2014 - Contest Light - 1st place prize light - DONE!! Video added and beam shots are up in Post#1

I was not going to post anything till the end of the contest... Well, you had to know that would not last! I just figure there's a month gone already and not too many have started their builds, so here's a look at what the third place prize will be. It will either make you want to win third place, or it will make you want to run and hide, for fear you actually might get it as a prize.

This is what I started out with and as things progressed, the components also changed to suite the needs. This is a Solarstorm SP-03. I am going to put 3xMT-G2 leds in it. I am going to use 8x18650 batteries in 2S/4P configuration. It will be fan cooled. It will not look anything like the stock light... I sure hope it works.

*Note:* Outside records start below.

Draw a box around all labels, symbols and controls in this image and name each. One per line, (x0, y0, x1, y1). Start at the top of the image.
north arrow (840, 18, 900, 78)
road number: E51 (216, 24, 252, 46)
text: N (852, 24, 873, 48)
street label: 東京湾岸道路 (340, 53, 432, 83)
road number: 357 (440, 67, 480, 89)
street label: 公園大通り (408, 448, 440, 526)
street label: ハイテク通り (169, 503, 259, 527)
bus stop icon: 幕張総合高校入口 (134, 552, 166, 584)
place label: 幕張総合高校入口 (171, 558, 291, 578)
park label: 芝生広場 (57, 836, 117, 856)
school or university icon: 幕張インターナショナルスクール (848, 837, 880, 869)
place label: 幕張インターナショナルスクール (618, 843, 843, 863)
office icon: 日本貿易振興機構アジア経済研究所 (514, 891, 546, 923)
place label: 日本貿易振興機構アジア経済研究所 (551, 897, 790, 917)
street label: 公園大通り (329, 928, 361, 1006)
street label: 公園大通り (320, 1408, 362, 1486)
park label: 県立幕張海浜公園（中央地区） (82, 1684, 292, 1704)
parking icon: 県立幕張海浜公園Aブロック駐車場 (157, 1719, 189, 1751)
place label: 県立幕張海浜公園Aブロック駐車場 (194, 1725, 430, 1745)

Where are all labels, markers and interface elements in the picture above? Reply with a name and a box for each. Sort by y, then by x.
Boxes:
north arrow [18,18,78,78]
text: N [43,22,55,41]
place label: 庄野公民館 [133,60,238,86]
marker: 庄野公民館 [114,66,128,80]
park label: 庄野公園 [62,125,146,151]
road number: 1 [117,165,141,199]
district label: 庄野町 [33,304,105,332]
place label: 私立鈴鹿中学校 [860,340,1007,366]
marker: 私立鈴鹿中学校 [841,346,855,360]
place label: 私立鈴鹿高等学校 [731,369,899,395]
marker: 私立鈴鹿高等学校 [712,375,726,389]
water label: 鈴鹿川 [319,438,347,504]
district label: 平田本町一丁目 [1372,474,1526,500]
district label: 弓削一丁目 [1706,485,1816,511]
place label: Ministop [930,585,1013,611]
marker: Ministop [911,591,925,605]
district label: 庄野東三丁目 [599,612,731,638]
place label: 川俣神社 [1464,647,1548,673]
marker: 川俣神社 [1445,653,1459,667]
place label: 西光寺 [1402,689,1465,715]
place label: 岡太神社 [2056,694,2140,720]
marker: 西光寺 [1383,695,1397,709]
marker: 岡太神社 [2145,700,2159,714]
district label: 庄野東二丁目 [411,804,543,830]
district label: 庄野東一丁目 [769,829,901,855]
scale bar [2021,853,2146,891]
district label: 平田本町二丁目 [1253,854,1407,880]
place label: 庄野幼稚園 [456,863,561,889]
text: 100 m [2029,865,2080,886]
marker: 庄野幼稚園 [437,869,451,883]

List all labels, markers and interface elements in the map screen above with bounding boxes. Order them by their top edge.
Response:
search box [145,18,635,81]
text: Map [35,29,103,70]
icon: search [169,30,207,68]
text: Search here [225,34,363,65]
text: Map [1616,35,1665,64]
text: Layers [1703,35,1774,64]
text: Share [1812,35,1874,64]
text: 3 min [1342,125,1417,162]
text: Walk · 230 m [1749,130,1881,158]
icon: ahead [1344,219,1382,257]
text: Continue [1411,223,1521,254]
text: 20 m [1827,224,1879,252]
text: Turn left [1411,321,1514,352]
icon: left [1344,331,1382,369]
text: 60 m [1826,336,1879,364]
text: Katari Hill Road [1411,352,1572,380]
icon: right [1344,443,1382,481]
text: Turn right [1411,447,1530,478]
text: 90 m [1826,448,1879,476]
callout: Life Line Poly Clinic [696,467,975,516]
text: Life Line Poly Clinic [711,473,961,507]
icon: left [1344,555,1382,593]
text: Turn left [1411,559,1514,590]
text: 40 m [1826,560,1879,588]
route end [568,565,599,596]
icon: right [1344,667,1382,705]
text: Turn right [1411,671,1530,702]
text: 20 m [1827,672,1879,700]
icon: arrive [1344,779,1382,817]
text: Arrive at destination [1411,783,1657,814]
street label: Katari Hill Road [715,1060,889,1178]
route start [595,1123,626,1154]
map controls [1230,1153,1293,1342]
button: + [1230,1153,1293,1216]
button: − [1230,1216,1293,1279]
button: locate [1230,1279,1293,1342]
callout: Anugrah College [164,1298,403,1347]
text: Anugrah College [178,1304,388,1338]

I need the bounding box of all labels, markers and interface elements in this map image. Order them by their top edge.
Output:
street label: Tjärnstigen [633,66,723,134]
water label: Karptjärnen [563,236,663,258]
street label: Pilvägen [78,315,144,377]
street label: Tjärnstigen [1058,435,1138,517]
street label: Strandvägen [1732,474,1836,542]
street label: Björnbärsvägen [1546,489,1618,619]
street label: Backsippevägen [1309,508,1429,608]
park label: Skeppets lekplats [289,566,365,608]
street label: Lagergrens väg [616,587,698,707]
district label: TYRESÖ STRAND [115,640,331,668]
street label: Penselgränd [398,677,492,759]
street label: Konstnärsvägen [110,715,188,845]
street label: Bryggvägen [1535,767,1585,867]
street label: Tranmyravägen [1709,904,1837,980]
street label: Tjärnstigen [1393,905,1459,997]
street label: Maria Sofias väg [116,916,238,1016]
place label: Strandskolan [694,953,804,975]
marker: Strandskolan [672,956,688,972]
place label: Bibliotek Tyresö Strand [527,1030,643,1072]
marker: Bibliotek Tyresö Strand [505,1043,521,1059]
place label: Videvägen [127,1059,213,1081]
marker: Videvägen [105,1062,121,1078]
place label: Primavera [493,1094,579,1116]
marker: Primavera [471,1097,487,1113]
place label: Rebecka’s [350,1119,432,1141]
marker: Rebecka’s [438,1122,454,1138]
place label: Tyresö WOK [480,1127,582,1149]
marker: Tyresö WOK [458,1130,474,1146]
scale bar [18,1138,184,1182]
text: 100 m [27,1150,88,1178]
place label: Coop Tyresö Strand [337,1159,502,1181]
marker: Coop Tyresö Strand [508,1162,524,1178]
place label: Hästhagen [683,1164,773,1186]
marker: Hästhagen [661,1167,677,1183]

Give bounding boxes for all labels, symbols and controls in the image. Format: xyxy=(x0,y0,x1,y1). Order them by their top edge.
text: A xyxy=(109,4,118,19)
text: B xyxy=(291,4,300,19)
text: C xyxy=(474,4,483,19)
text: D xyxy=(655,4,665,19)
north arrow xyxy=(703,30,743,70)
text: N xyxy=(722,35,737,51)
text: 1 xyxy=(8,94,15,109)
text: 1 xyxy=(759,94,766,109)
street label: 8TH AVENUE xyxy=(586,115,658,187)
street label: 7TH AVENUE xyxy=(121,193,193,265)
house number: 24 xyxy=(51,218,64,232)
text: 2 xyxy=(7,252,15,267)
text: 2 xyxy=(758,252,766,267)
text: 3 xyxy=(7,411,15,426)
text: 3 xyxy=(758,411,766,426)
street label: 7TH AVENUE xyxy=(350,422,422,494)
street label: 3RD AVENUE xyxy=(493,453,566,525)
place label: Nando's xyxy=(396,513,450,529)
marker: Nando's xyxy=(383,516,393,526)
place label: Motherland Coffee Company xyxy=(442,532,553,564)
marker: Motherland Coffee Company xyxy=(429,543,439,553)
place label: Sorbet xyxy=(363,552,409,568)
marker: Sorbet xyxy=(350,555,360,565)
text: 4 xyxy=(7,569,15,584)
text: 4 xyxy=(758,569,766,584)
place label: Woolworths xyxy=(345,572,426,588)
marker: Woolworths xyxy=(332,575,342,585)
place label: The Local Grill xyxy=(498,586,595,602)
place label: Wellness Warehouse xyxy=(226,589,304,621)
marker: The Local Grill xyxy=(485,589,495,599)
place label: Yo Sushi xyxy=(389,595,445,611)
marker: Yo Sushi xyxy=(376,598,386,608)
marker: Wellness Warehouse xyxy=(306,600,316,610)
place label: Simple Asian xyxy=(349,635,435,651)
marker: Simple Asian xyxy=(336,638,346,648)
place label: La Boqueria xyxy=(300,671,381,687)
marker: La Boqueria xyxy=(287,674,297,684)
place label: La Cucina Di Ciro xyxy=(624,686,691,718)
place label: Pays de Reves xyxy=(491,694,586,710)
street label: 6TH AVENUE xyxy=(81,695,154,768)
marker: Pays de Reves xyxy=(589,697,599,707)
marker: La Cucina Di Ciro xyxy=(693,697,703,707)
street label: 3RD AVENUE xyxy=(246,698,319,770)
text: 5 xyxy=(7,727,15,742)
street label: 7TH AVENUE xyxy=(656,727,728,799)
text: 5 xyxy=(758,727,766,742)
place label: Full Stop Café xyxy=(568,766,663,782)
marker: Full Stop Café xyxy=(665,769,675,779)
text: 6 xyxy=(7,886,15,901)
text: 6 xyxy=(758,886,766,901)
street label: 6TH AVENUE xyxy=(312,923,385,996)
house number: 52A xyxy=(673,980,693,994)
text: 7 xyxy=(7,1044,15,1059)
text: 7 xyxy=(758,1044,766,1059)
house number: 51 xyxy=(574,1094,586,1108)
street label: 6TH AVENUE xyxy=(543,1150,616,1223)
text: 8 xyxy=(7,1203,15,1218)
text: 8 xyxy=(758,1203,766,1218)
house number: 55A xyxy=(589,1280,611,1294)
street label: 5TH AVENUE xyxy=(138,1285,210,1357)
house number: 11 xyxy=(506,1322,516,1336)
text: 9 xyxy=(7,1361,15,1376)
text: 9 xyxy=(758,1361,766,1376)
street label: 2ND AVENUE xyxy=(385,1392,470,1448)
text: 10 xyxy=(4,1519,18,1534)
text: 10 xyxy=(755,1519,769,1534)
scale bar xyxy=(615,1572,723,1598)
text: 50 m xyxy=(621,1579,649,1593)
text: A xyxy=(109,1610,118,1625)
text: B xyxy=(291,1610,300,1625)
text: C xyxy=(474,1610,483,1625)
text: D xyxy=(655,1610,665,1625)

I put this photo in, because I did not take any of when I cut the head apart. I used a hacksaw to cut the head in two, right where the switch was. I am going to extend the head, to have room for the heat sink, fan and driver.

This is the copper heat sink that will fit under the stock led shelf.

I did not like the dimples in the led pockets, so I drilled them out.

and replaced them with copper discs.

I got a finned aluminum heat sink and a fan. The fan here is not the one I ended up with. This one was 50x50x10 and the one I ended up with is 40x40x20. There was not enough foom for the 50mm fan, but the 40mm actually produced more CFM.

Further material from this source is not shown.